▶ _WHAT YOU NEED TO DO_: Show every line of the data that includes the word "Οικονόμου".

▶ _DATASET RECORDS_:
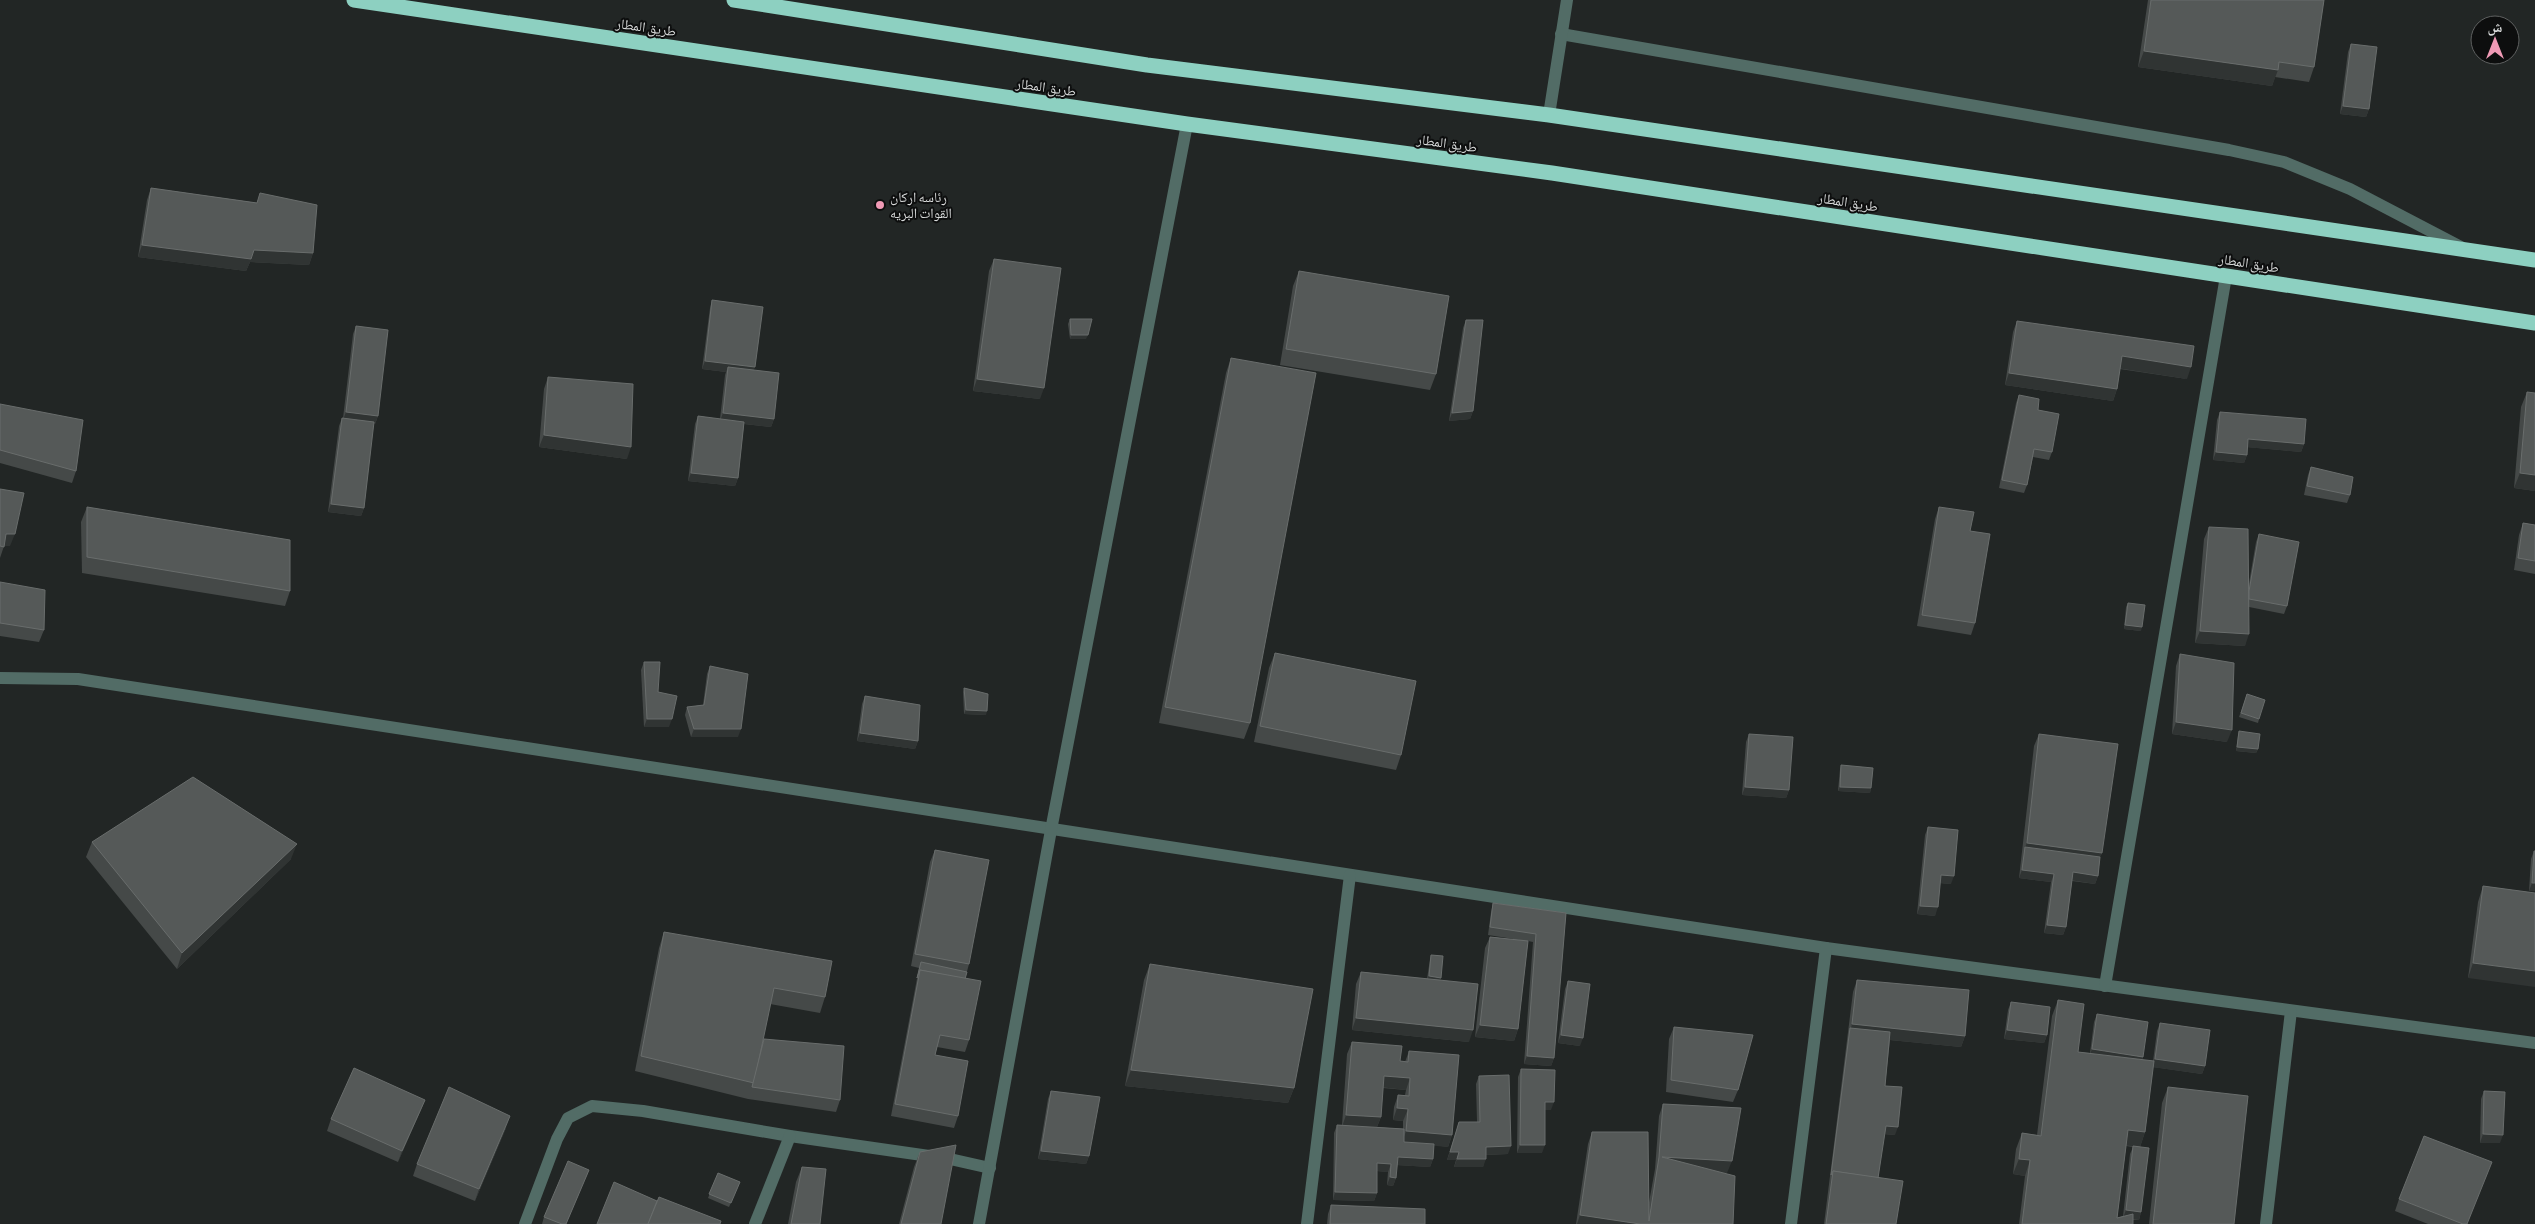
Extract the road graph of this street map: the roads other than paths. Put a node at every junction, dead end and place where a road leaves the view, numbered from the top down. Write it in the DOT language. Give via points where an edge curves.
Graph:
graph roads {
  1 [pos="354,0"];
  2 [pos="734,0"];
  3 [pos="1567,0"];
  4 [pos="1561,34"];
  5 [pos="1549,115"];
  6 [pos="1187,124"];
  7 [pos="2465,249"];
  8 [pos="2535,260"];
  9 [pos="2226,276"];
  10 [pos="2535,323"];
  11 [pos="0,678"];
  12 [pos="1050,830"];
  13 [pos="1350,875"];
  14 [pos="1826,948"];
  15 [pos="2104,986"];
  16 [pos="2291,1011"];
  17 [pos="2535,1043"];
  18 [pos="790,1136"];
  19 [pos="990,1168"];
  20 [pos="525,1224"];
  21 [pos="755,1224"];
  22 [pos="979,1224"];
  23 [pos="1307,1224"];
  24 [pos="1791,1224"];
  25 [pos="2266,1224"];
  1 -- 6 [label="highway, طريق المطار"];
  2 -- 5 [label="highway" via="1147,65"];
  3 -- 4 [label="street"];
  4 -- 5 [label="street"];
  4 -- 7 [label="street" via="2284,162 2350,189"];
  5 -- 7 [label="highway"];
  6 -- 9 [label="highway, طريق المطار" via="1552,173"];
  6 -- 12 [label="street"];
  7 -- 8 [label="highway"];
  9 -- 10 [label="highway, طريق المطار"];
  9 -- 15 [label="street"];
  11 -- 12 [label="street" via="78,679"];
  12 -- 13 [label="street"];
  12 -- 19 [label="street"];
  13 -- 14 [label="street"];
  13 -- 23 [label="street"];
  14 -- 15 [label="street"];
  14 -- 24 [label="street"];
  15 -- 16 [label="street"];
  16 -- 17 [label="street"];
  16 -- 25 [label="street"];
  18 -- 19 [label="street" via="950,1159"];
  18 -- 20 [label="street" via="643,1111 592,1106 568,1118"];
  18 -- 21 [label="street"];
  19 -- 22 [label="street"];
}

==

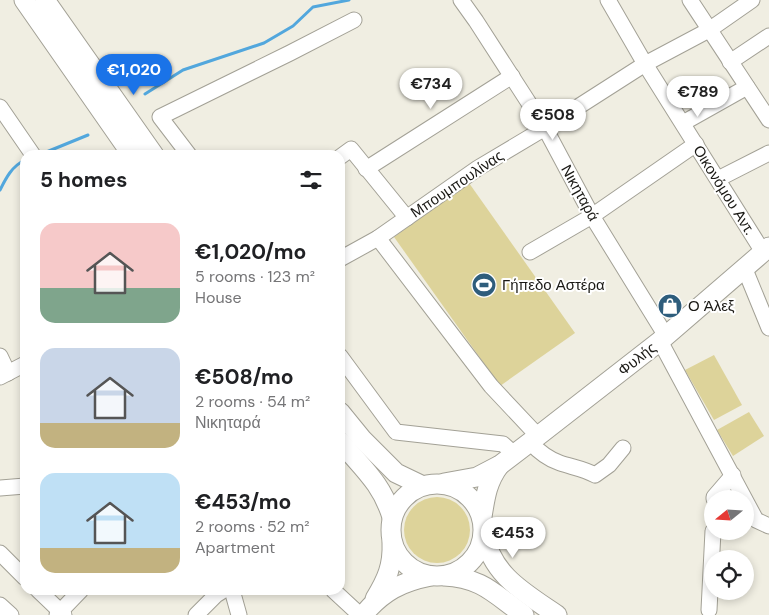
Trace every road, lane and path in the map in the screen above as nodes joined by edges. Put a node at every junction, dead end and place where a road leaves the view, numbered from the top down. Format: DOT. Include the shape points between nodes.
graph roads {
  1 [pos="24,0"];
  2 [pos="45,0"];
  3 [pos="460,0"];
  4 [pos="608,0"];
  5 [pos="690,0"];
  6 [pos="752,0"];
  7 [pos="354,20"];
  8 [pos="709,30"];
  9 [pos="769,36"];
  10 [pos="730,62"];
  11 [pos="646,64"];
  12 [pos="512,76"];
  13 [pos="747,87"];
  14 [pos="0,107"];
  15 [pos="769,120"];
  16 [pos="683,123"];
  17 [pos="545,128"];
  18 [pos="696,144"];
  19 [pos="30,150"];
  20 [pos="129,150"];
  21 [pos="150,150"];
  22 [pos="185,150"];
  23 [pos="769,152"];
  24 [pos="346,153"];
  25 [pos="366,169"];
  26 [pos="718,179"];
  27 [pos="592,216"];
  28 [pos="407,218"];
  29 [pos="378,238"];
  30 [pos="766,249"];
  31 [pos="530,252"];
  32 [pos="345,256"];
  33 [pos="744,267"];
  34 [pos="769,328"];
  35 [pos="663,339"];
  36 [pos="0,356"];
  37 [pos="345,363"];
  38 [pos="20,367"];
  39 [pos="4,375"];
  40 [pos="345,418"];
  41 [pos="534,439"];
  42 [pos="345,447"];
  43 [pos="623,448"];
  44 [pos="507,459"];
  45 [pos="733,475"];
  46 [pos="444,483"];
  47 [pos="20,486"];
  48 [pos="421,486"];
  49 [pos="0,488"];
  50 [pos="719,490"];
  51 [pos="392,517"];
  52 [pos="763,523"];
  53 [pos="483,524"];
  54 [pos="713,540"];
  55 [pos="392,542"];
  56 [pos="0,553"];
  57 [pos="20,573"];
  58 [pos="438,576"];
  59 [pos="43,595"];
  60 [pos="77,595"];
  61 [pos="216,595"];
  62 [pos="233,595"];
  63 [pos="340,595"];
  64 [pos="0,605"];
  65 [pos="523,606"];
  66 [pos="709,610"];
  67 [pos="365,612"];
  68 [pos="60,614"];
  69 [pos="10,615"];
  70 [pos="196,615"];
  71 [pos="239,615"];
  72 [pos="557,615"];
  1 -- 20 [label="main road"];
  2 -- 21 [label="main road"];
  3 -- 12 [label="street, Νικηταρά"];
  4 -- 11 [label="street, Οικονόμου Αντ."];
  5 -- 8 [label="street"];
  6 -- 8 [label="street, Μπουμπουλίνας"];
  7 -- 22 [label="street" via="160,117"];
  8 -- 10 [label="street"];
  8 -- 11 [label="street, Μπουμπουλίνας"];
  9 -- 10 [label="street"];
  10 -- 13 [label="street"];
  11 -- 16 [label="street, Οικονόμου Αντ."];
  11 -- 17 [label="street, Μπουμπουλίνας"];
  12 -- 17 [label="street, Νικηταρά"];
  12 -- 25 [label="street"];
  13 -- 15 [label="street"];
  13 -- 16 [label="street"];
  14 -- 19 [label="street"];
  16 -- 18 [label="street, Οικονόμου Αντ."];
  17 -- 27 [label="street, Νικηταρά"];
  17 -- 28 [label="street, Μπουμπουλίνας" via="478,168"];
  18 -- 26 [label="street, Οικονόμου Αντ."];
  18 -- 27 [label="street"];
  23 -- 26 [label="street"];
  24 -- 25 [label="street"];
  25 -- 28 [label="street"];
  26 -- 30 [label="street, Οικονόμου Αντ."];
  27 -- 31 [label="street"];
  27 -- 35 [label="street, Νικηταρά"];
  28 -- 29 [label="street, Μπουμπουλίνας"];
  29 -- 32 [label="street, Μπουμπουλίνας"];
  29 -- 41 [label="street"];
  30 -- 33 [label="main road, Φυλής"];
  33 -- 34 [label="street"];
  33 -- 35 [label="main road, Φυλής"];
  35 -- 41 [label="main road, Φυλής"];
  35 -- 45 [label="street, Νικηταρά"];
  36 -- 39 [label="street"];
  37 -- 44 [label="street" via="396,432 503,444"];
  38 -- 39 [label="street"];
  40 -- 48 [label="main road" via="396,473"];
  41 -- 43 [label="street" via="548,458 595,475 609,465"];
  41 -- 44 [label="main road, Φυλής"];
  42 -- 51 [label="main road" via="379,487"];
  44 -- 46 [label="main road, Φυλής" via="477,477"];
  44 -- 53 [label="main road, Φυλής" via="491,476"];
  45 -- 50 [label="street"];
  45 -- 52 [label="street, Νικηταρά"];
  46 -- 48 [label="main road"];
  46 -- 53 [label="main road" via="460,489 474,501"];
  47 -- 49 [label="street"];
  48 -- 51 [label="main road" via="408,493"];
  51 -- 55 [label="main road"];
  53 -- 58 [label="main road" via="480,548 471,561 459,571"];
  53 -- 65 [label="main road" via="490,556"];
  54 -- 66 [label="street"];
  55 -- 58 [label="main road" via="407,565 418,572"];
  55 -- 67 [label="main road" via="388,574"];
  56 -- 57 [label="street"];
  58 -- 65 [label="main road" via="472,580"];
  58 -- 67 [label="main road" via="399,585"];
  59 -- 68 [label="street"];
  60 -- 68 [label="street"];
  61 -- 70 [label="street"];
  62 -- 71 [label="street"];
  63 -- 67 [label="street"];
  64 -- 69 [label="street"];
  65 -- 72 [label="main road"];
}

▶ _TASK ANSWER_:
  4 -- 11 [label="street, Οικονόμου Αντ."];
  11 -- 16 [label="street, Οικονόμου Αντ."];
  16 -- 18 [label="street, Οικονόμου Αντ."];
  18 -- 26 [label="street, Οικονόμου Αντ."];
  26 -- 30 [label="street, Οικονόμου Αντ."];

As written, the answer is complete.